INFORMATION -
------------------------------
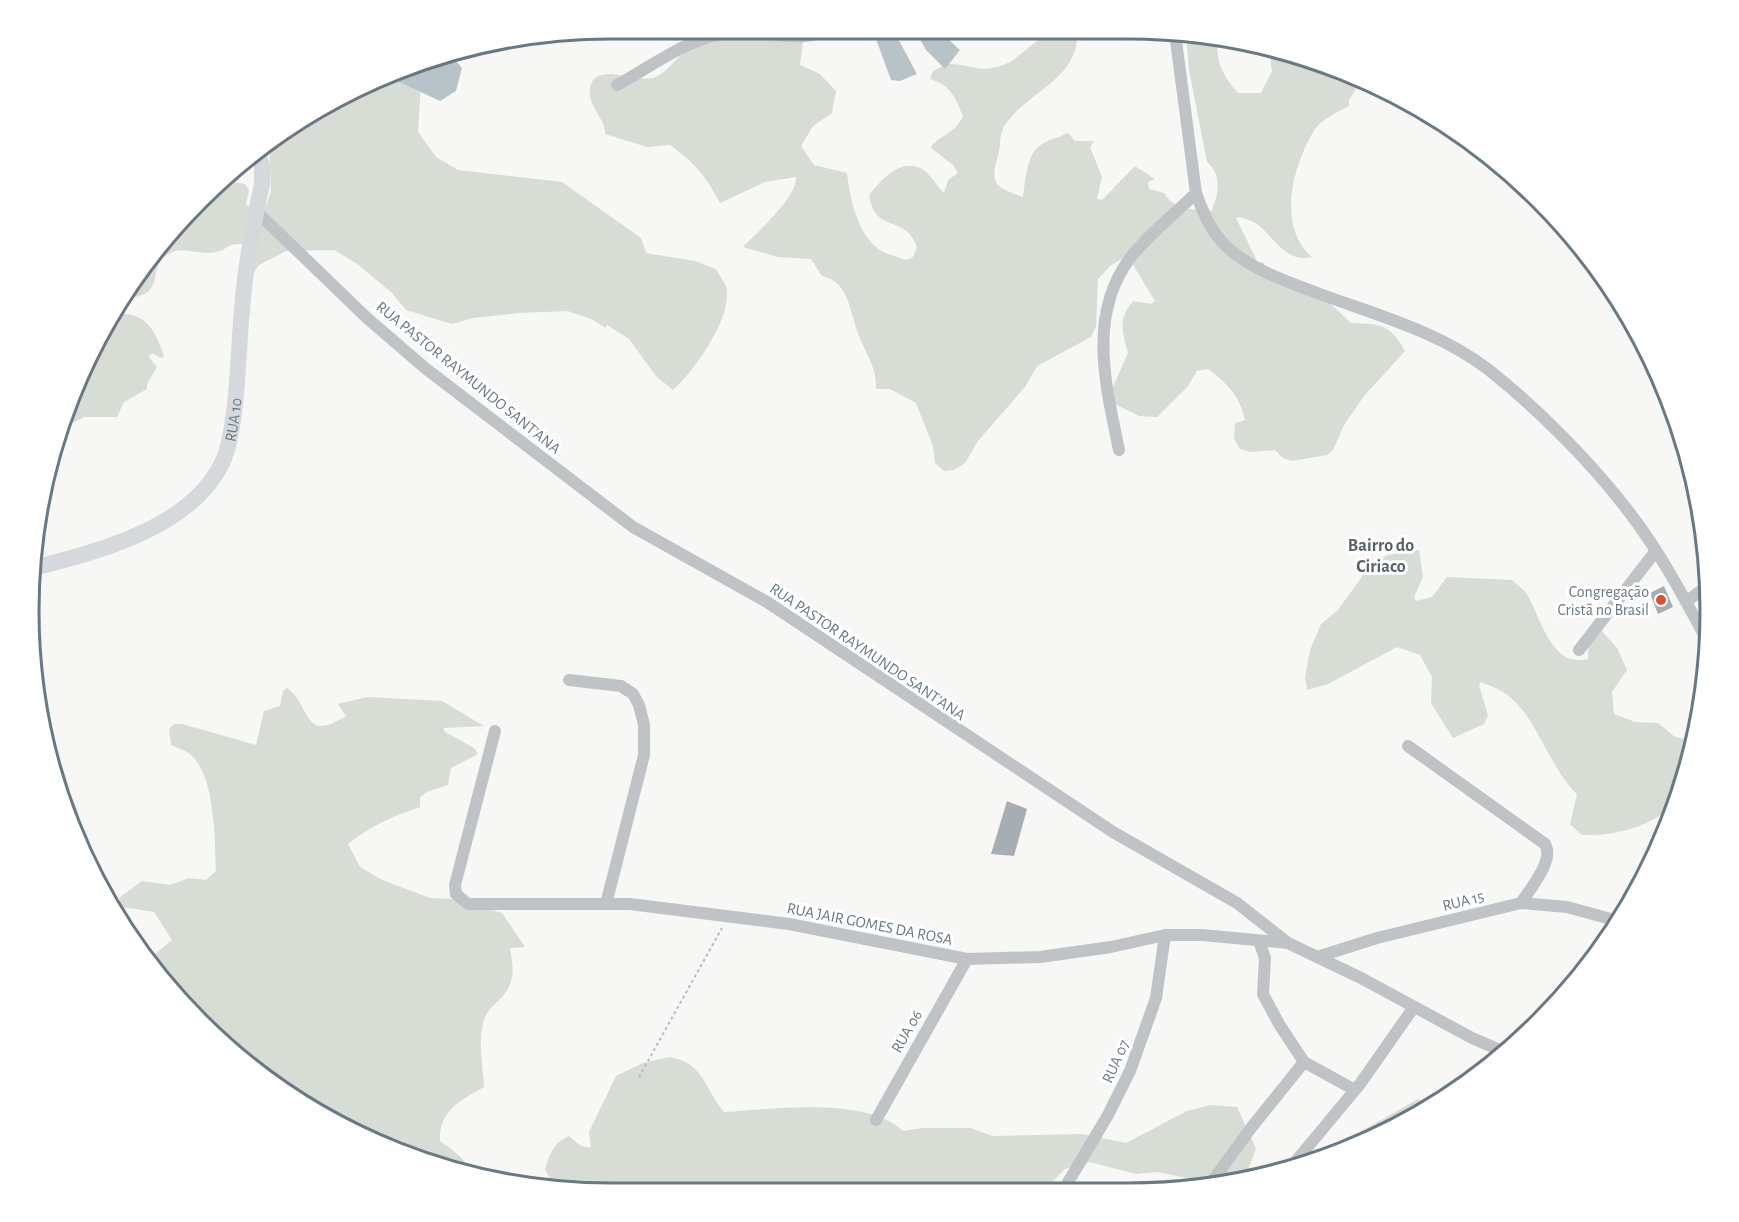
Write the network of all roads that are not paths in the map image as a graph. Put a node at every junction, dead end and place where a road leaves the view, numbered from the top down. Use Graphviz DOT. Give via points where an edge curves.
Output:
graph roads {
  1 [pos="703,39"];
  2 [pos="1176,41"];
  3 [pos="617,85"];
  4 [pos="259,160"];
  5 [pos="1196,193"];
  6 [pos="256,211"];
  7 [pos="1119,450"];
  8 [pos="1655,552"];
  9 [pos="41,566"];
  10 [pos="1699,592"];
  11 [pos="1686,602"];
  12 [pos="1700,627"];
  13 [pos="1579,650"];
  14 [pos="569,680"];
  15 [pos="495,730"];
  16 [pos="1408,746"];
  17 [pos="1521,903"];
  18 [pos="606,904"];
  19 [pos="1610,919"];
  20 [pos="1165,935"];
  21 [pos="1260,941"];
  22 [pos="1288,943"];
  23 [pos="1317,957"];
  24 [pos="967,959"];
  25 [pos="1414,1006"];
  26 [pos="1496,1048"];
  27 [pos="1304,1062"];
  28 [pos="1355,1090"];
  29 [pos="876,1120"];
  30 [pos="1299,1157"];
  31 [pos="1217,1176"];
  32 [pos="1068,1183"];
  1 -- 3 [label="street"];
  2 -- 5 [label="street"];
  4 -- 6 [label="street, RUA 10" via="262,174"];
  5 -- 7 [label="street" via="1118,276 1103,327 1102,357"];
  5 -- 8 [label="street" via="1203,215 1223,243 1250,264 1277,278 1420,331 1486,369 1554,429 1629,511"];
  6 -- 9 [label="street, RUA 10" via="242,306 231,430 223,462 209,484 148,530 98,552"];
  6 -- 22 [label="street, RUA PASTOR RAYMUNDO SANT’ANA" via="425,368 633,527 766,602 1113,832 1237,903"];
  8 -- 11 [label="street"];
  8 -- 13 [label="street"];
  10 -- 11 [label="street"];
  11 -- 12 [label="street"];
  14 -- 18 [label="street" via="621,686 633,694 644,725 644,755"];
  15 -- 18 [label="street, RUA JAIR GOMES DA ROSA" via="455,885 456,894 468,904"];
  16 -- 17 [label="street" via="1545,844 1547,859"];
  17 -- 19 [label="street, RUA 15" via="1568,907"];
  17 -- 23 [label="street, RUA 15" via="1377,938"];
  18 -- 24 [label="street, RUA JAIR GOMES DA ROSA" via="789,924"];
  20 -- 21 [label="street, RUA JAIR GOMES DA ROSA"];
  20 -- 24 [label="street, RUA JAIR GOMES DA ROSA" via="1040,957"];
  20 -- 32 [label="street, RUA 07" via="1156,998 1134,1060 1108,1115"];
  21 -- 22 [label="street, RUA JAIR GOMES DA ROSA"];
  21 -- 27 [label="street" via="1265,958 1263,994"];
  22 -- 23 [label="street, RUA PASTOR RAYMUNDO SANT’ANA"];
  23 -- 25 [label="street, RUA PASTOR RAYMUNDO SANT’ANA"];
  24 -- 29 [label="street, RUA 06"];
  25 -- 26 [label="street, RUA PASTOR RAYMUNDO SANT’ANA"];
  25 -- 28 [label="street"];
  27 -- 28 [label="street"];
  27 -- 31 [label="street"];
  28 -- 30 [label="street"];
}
------------------------------
Restate every entry above word for word; no picture belongs in the copy.

SOLUTION FOR THIS TASK -
Write the network of all roads that are not paths in the map image as a graph. Put a node at every junction, dead end and place where a road leaves the view, numbered from the top down. Use Graphviz DOT. Give via points where an edge curves.
Output:
graph roads {
  1 [pos="703,39"];
  2 [pos="1176,41"];
  3 [pos="617,85"];
  4 [pos="259,160"];
  5 [pos="1196,193"];
  6 [pos="256,211"];
  7 [pos="1119,450"];
  8 [pos="1655,552"];
  9 [pos="41,566"];
  10 [pos="1699,592"];
  11 [pos="1686,602"];
  12 [pos="1700,627"];
  13 [pos="1579,650"];
  14 [pos="569,680"];
  15 [pos="495,730"];
  16 [pos="1408,746"];
  17 [pos="1521,903"];
  18 [pos="606,904"];
  19 [pos="1610,919"];
  20 [pos="1165,935"];
  21 [pos="1260,941"];
  22 [pos="1288,943"];
  23 [pos="1317,957"];
  24 [pos="967,959"];
  25 [pos="1414,1006"];
  26 [pos="1496,1048"];
  27 [pos="1304,1062"];
  28 [pos="1355,1090"];
  29 [pos="876,1120"];
  30 [pos="1299,1157"];
  31 [pos="1217,1176"];
  32 [pos="1068,1183"];
  1 -- 3 [label="street"];
  2 -- 5 [label="street"];
  4 -- 6 [label="street, RUA 10" via="262,174"];
  5 -- 7 [label="street" via="1118,276 1103,327 1102,357"];
  5 -- 8 [label="street" via="1203,215 1223,243 1250,264 1277,278 1420,331 1486,369 1554,429 1629,511"];
  6 -- 9 [label="street, RUA 10" via="242,306 231,430 223,462 209,484 148,530 98,552"];
  6 -- 22 [label="street, RUA PASTOR RAYMUNDO SANT’ANA" via="425,368 633,527 766,602 1113,832 1237,903"];
  8 -- 11 [label="street"];
  8 -- 13 [label="street"];
  10 -- 11 [label="street"];
  11 -- 12 [label="street"];
  14 -- 18 [label="street" via="621,686 633,694 644,725 644,755"];
  15 -- 18 [label="street, RUA JAIR GOMES DA ROSA" via="455,885 456,894 468,904"];
  16 -- 17 [label="street" via="1545,844 1547,859"];
  17 -- 19 [label="street, RUA 15" via="1568,907"];
  17 -- 23 [label="street, RUA 15" via="1377,938"];
  18 -- 24 [label="street, RUA JAIR GOMES DA ROSA" via="789,924"];
  20 -- 21 [label="street, RUA JAIR GOMES DA ROSA"];
  20 -- 24 [label="street, RUA JAIR GOMES DA ROSA" via="1040,957"];
  20 -- 32 [label="street, RUA 07" via="1156,998 1134,1060 1108,1115"];
  21 -- 22 [label="street, RUA JAIR GOMES DA ROSA"];
  21 -- 27 [label="street" via="1265,958 1263,994"];
  22 -- 23 [label="street, RUA PASTOR RAYMUNDO SANT’ANA"];
  23 -- 25 [label="street, RUA PASTOR RAYMUNDO SANT’ANA"];
  24 -- 29 [label="street, RUA 06"];
  25 -- 26 [label="street, RUA PASTOR RAYMUNDO SANT’ANA"];
  25 -- 28 [label="street"];
  27 -- 28 [label="street"];
  27 -- 31 [label="street"];
  28 -- 30 [label="street"];
}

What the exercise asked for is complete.